**Try it**
Among the lines of the records below, copy those that hold the word "大谷街道".

[Collected data]
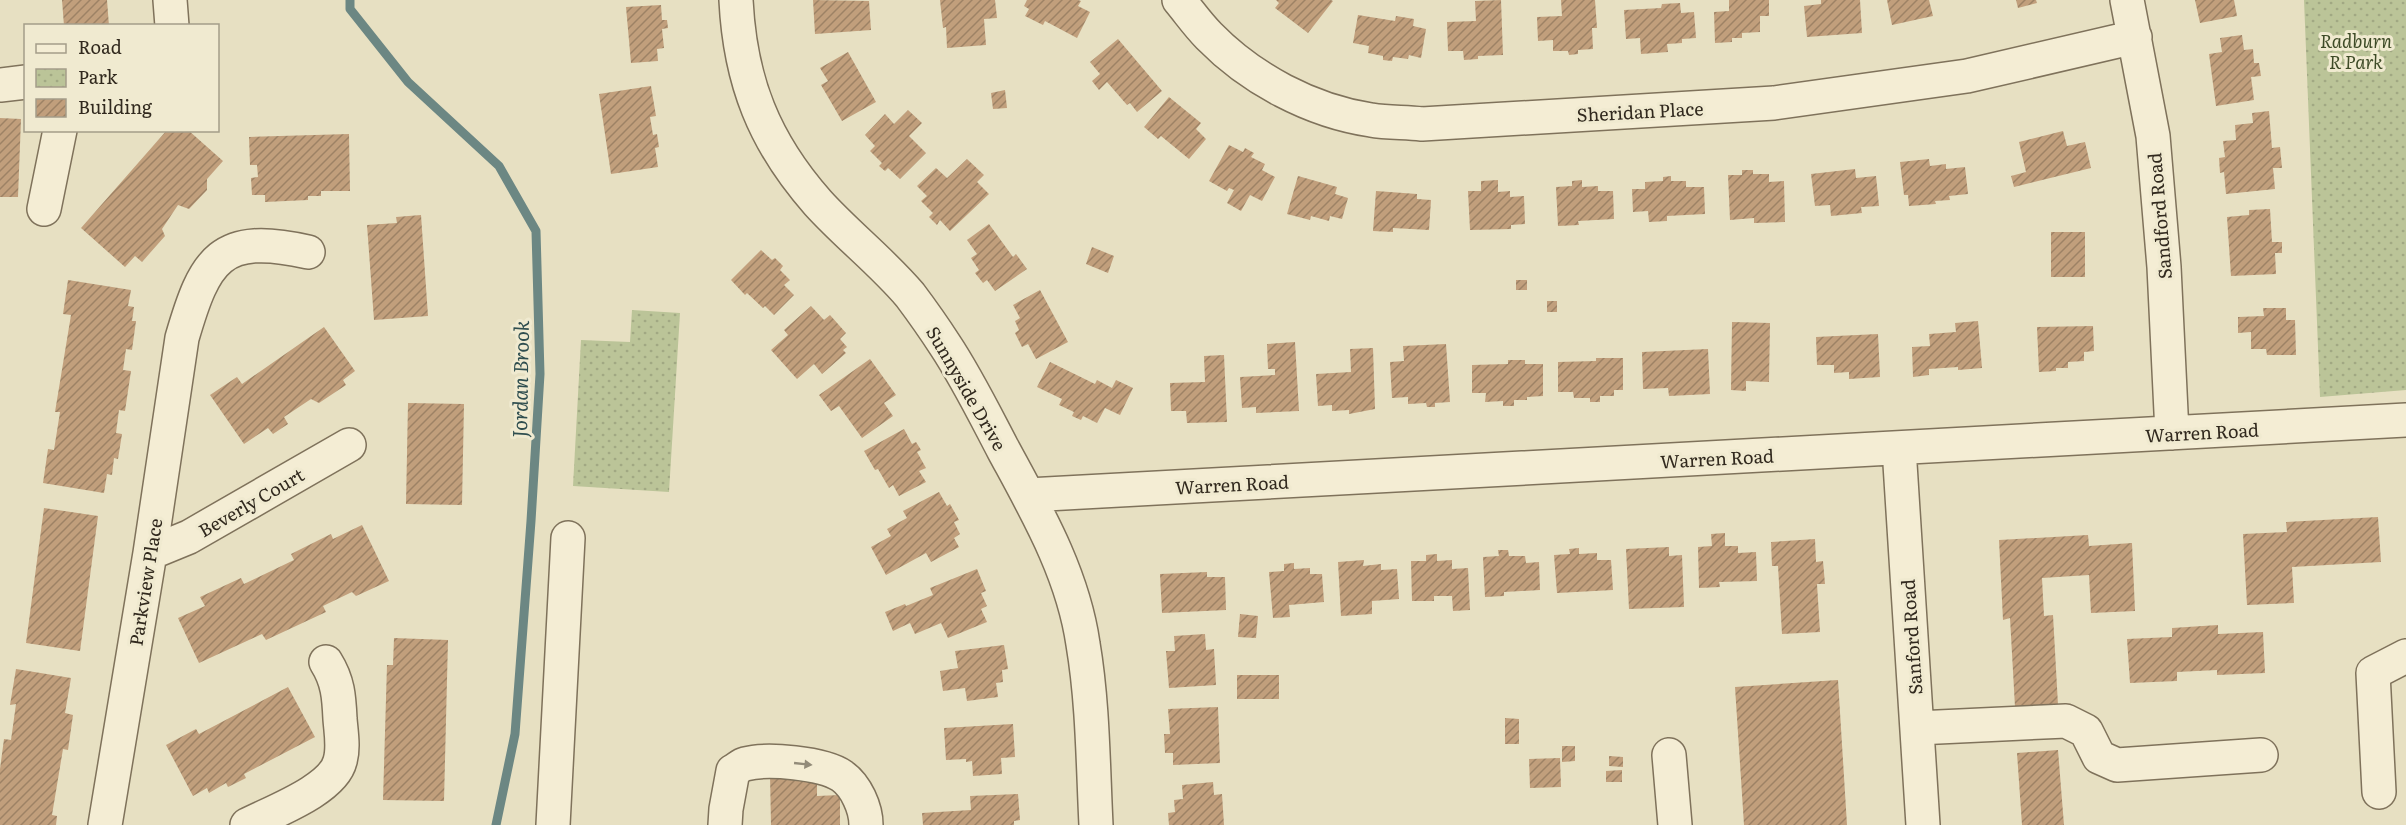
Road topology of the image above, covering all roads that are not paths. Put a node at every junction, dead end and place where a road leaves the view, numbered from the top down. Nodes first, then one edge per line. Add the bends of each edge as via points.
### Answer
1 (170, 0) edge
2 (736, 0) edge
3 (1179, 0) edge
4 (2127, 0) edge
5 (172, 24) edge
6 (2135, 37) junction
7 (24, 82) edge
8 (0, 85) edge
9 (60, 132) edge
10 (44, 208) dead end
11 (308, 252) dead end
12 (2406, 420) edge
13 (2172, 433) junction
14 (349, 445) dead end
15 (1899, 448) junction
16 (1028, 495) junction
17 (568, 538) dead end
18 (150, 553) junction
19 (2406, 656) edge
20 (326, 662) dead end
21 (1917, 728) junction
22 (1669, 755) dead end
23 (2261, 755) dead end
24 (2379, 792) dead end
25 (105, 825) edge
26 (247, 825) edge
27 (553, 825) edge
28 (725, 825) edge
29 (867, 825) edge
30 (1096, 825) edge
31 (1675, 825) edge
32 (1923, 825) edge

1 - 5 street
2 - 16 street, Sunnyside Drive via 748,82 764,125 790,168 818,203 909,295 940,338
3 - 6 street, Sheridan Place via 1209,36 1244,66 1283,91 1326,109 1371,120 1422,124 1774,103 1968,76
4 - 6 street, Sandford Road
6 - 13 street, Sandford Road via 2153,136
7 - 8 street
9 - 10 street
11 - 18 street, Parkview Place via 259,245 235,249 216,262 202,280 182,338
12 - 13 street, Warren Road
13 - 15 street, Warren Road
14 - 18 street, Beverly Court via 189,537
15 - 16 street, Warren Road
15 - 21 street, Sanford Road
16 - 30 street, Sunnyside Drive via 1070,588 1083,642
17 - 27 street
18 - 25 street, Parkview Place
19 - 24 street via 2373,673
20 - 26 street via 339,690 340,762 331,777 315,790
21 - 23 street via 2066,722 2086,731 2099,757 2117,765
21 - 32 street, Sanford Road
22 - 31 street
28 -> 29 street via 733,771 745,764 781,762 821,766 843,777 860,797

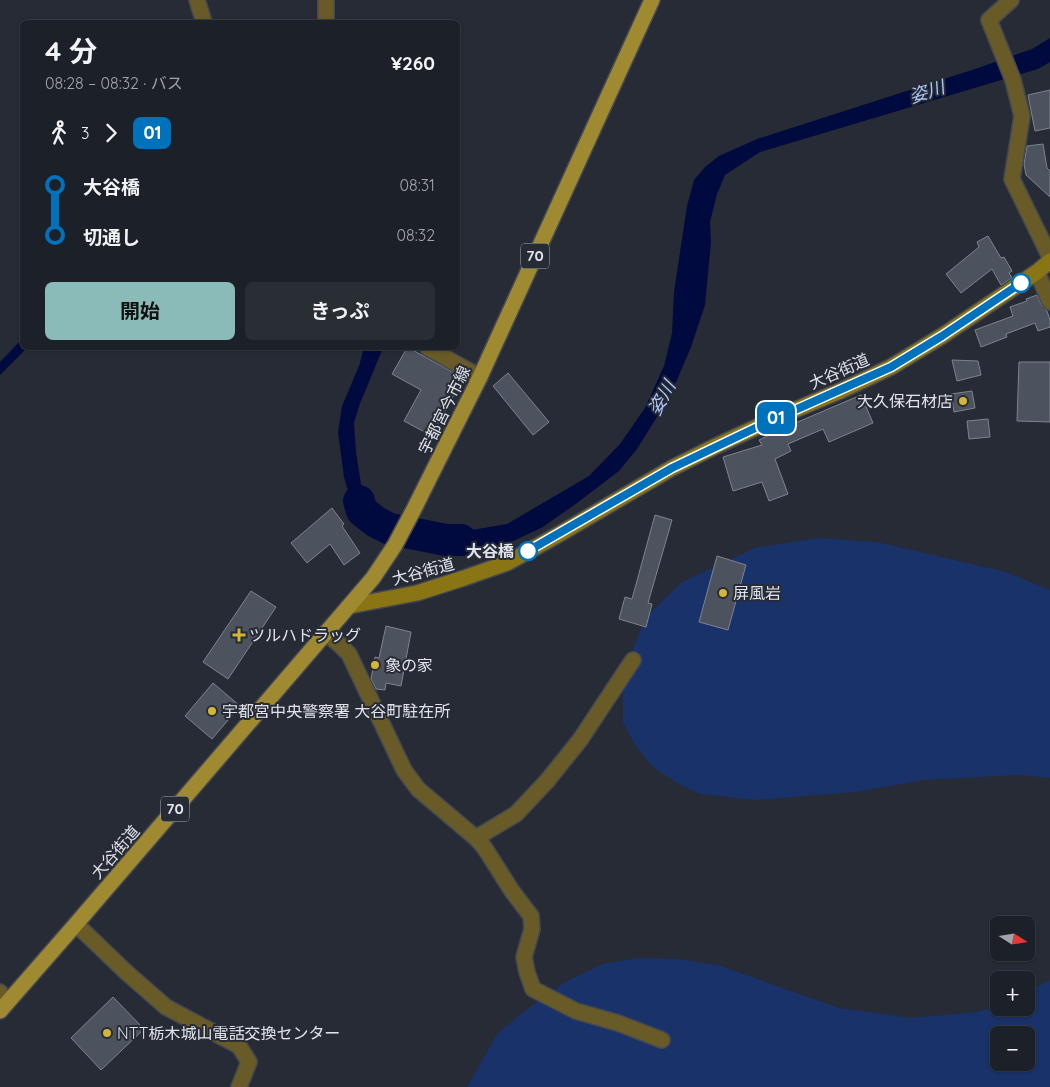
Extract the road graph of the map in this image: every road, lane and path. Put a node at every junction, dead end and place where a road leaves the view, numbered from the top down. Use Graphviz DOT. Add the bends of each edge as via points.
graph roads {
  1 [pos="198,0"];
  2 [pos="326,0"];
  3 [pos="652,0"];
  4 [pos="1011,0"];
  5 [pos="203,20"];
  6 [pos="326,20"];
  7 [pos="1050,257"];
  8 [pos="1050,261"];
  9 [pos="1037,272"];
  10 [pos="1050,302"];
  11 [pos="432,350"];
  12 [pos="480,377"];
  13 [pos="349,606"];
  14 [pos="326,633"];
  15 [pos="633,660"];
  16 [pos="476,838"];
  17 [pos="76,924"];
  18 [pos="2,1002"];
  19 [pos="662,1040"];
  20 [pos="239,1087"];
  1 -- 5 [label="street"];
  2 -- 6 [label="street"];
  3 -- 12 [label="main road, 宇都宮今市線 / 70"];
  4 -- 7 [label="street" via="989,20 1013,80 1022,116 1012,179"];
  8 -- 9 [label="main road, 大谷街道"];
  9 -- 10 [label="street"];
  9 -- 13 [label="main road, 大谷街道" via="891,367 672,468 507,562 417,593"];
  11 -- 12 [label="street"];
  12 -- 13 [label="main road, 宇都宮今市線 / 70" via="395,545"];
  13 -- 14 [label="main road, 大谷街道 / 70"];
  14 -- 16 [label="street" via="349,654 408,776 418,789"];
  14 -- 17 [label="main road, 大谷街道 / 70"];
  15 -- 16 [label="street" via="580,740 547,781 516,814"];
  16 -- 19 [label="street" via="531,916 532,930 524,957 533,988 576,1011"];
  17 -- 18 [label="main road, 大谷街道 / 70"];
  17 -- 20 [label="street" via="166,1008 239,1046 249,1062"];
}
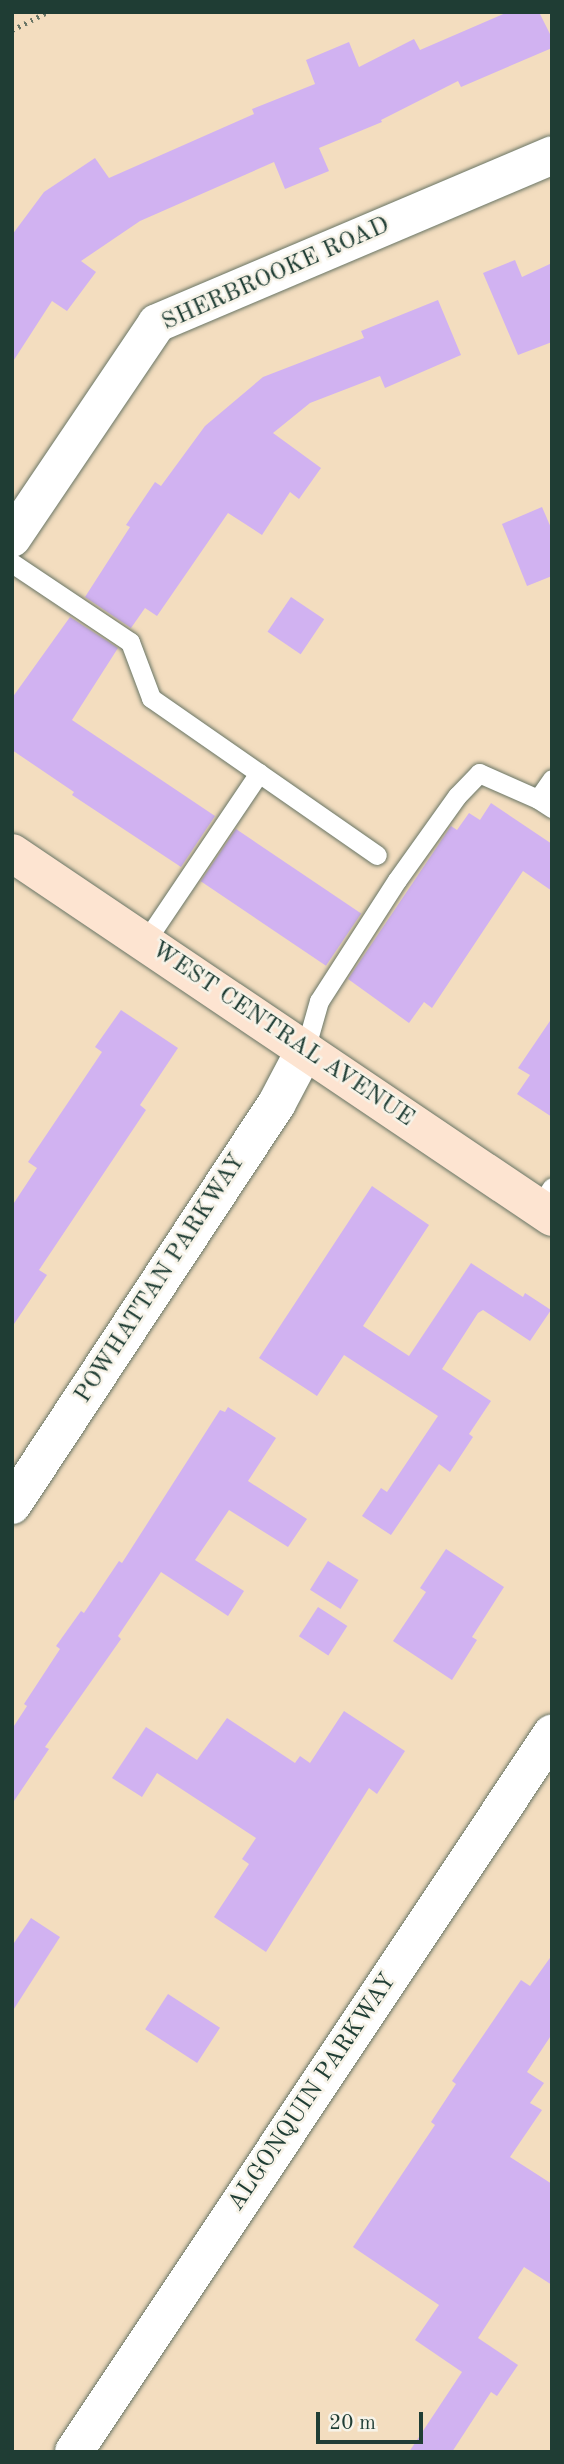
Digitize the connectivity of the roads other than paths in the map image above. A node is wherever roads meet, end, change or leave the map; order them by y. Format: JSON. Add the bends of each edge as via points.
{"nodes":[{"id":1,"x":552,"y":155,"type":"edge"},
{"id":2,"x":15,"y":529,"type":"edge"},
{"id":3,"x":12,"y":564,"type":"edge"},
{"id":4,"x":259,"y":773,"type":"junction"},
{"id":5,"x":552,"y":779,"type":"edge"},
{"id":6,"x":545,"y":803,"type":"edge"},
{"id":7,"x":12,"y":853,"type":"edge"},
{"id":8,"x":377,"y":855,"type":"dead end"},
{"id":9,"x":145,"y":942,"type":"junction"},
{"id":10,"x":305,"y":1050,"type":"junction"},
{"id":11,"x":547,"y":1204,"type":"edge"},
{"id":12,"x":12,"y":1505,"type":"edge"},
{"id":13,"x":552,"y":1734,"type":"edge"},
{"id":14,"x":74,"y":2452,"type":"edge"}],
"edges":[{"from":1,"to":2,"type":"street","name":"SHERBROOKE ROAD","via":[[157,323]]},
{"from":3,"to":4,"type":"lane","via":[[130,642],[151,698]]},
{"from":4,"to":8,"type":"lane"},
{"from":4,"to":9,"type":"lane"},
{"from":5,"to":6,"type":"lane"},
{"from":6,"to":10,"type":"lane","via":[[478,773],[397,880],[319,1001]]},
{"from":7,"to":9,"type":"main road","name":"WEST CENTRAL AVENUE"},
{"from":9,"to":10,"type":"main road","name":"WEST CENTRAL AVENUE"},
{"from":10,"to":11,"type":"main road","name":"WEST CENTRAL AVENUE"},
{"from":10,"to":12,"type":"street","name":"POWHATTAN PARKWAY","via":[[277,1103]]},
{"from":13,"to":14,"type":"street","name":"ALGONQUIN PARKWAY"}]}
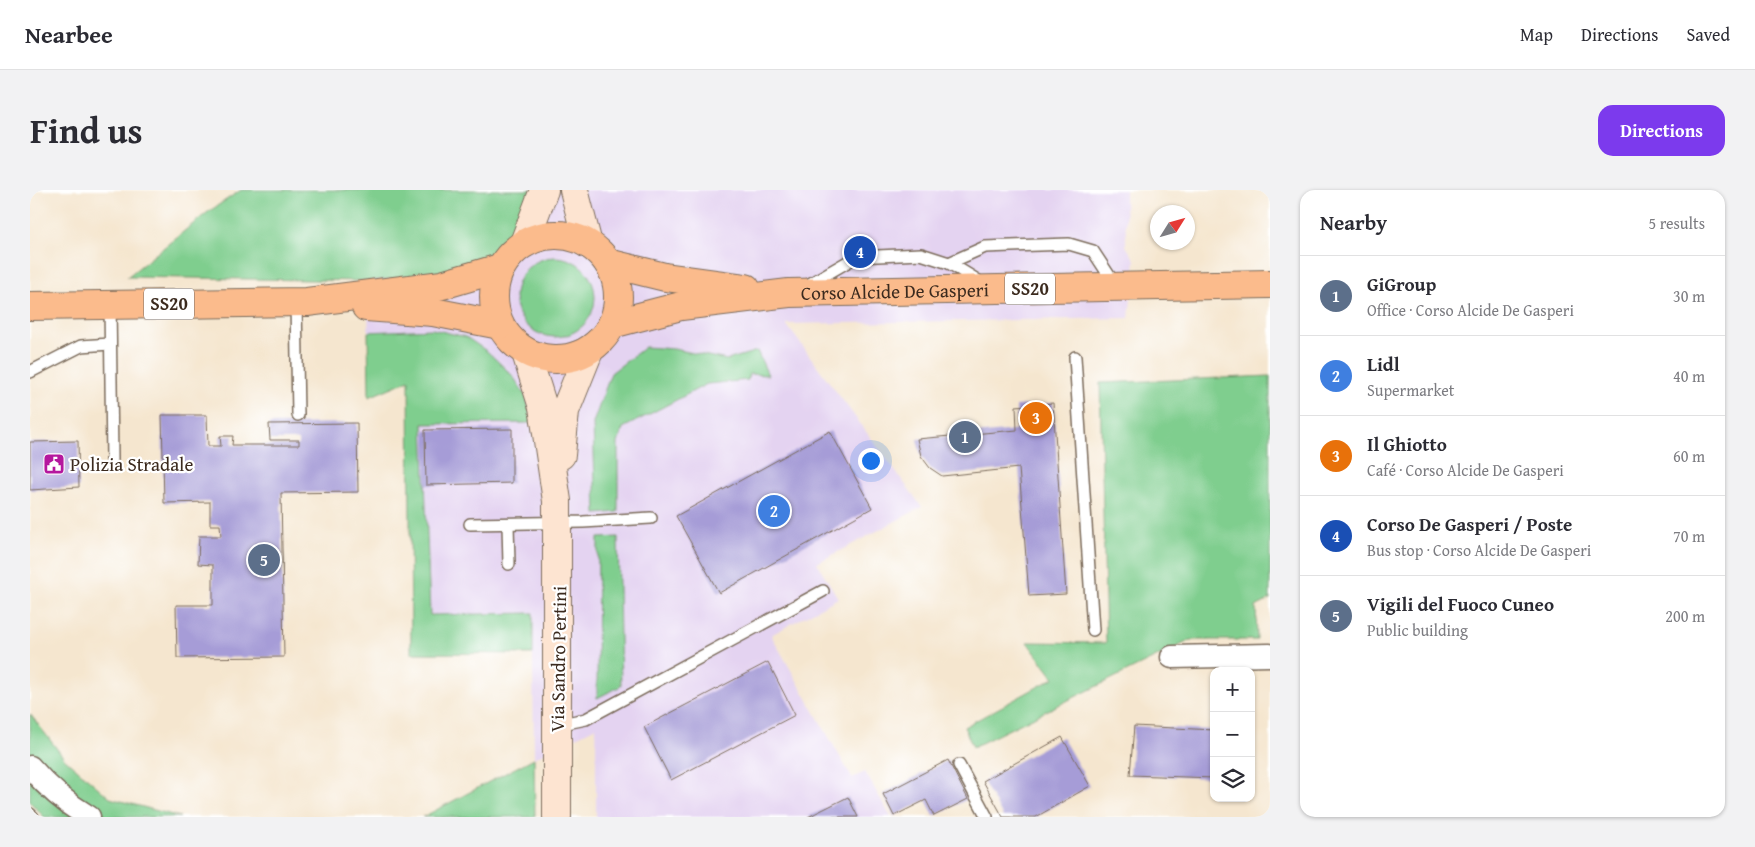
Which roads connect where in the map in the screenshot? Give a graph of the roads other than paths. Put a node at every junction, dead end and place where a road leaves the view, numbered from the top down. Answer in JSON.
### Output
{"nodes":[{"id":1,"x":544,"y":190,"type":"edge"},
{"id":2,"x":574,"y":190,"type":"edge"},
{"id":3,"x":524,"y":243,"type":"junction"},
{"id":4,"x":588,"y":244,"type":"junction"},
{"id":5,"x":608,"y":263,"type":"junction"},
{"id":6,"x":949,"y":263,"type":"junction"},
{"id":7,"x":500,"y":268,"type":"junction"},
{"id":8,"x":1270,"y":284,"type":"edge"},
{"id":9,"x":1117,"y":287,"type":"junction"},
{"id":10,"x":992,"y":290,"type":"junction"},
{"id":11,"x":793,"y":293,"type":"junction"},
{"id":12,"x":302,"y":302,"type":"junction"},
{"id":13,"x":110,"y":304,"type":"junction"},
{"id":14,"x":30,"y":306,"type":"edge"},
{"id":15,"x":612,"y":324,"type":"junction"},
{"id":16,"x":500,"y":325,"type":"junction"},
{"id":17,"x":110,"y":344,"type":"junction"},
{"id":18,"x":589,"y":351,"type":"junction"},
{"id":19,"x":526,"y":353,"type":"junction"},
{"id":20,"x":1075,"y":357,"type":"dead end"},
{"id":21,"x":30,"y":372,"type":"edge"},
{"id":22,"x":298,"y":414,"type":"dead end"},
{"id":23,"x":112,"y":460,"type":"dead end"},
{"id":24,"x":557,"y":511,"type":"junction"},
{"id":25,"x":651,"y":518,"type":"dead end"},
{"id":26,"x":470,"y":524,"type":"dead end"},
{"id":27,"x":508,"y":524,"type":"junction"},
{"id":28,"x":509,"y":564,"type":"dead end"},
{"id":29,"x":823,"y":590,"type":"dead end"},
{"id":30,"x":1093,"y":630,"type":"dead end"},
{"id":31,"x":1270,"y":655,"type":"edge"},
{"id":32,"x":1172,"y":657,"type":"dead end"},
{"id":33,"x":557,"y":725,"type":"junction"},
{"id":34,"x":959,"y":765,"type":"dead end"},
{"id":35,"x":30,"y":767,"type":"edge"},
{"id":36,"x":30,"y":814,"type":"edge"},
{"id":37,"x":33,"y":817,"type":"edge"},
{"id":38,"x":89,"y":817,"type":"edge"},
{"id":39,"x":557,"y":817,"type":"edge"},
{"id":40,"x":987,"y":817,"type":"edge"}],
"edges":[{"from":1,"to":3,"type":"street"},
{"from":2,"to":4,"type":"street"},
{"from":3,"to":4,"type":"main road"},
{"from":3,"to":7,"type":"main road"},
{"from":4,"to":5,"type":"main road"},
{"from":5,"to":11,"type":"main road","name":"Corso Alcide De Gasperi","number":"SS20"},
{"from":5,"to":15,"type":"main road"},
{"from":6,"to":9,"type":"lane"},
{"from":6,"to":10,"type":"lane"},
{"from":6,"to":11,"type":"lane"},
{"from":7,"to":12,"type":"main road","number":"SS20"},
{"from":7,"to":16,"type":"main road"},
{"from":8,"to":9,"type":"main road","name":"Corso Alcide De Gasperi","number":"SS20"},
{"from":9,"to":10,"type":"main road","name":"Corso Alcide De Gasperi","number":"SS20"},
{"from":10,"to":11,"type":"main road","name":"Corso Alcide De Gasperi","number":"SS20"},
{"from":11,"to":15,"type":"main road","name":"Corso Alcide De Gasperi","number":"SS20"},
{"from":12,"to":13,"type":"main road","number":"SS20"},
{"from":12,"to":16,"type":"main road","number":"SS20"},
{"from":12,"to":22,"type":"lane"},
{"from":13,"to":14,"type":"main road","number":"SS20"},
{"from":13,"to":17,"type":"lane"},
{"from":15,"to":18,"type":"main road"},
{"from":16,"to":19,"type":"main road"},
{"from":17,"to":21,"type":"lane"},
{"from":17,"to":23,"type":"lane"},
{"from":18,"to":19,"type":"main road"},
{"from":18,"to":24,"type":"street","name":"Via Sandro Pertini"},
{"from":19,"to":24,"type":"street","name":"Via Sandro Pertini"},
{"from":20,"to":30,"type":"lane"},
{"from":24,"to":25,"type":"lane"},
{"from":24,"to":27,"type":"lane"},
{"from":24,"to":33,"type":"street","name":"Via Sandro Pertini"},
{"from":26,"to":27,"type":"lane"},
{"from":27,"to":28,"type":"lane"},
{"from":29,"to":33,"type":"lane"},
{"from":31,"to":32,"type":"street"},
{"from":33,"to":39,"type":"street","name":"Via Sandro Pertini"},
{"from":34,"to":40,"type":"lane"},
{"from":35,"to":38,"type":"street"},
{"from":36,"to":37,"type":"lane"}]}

**Solution for this problem**
  8 -- 9 [label="main road, 大谷街道"];
  9 -- 13 [label="main road, 大谷街道" via="891,367 672,468 507,562 417,593"];
  13 -- 14 [label="main road, 大谷街道 / 70"];
  14 -- 17 [label="main road, 大谷街道 / 70"];
  17 -- 18 [label="main road, 大谷街道 / 70"];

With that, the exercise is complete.